What you need to do — Only the number is requested. Tally the lines of the data that hold the string "清正公通り".

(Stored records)
◆ ◆ ◆

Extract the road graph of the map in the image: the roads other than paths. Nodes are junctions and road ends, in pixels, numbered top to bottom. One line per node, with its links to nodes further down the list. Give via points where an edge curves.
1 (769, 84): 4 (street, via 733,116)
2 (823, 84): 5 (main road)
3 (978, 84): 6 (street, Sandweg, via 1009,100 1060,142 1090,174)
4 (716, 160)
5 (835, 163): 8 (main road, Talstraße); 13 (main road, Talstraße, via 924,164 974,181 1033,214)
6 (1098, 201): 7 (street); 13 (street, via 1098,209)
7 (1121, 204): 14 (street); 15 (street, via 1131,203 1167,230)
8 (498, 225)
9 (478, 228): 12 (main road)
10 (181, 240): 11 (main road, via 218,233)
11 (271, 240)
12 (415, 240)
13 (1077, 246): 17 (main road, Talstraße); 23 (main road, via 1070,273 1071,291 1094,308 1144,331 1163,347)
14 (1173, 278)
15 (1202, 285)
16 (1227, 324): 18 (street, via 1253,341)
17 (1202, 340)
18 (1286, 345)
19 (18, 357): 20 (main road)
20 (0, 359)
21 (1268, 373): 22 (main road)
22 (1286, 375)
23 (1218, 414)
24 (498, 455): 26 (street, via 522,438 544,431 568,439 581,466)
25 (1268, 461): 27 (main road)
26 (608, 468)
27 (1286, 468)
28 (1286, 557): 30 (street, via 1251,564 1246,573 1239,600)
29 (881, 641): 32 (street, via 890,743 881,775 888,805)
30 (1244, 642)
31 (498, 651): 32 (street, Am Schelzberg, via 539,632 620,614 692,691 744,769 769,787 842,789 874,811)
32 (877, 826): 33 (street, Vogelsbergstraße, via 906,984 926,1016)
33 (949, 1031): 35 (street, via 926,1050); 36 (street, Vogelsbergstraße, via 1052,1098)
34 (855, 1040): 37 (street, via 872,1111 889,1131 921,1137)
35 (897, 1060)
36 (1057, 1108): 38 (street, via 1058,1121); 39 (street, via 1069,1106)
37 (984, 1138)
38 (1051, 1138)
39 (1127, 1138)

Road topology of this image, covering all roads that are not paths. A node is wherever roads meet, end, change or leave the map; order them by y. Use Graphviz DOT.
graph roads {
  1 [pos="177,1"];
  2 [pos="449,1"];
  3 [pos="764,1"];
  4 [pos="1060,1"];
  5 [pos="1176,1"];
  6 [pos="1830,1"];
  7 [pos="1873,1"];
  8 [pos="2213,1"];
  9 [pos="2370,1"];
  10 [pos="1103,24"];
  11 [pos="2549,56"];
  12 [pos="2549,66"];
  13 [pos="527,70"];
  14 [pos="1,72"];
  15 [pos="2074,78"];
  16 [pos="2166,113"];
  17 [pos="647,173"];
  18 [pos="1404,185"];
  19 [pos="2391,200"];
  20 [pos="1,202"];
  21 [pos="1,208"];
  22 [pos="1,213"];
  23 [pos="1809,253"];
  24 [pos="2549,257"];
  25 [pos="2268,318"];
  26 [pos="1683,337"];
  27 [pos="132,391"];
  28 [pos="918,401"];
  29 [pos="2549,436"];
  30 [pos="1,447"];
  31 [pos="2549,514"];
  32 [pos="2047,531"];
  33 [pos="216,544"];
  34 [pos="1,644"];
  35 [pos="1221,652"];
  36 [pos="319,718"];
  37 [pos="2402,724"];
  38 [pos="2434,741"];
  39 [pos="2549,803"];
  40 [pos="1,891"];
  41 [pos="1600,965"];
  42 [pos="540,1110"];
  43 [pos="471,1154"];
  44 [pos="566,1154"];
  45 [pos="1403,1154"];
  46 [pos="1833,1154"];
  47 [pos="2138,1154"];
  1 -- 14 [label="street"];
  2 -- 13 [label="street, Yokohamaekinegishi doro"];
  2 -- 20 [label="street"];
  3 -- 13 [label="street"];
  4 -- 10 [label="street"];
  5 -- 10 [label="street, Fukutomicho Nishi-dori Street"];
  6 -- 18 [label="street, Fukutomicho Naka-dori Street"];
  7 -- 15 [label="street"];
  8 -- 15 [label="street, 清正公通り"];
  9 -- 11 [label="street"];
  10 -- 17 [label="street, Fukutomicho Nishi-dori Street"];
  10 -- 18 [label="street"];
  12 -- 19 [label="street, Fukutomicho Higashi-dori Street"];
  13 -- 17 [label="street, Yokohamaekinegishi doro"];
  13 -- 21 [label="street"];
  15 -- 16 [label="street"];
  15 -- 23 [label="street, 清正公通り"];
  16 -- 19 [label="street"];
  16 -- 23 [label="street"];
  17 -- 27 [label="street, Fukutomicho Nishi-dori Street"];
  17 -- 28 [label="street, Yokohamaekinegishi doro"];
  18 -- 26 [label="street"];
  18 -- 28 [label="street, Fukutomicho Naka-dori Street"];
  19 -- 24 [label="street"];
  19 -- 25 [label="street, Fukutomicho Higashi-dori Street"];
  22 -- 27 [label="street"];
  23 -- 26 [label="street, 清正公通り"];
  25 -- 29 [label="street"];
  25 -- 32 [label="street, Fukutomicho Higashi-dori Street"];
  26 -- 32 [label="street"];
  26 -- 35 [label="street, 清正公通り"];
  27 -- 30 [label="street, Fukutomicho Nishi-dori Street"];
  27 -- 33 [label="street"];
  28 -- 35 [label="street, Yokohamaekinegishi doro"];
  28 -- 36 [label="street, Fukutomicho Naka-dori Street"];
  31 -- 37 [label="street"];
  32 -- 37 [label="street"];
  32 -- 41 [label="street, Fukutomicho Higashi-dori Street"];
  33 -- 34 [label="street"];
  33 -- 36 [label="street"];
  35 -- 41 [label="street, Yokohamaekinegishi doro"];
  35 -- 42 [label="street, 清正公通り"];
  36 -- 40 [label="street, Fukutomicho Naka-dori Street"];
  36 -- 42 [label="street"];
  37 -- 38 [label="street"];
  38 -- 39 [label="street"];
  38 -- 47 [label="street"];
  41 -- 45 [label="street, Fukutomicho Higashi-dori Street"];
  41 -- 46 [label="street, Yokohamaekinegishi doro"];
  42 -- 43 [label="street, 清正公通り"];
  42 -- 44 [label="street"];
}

◆ ◆ ◆

Response to the task — 6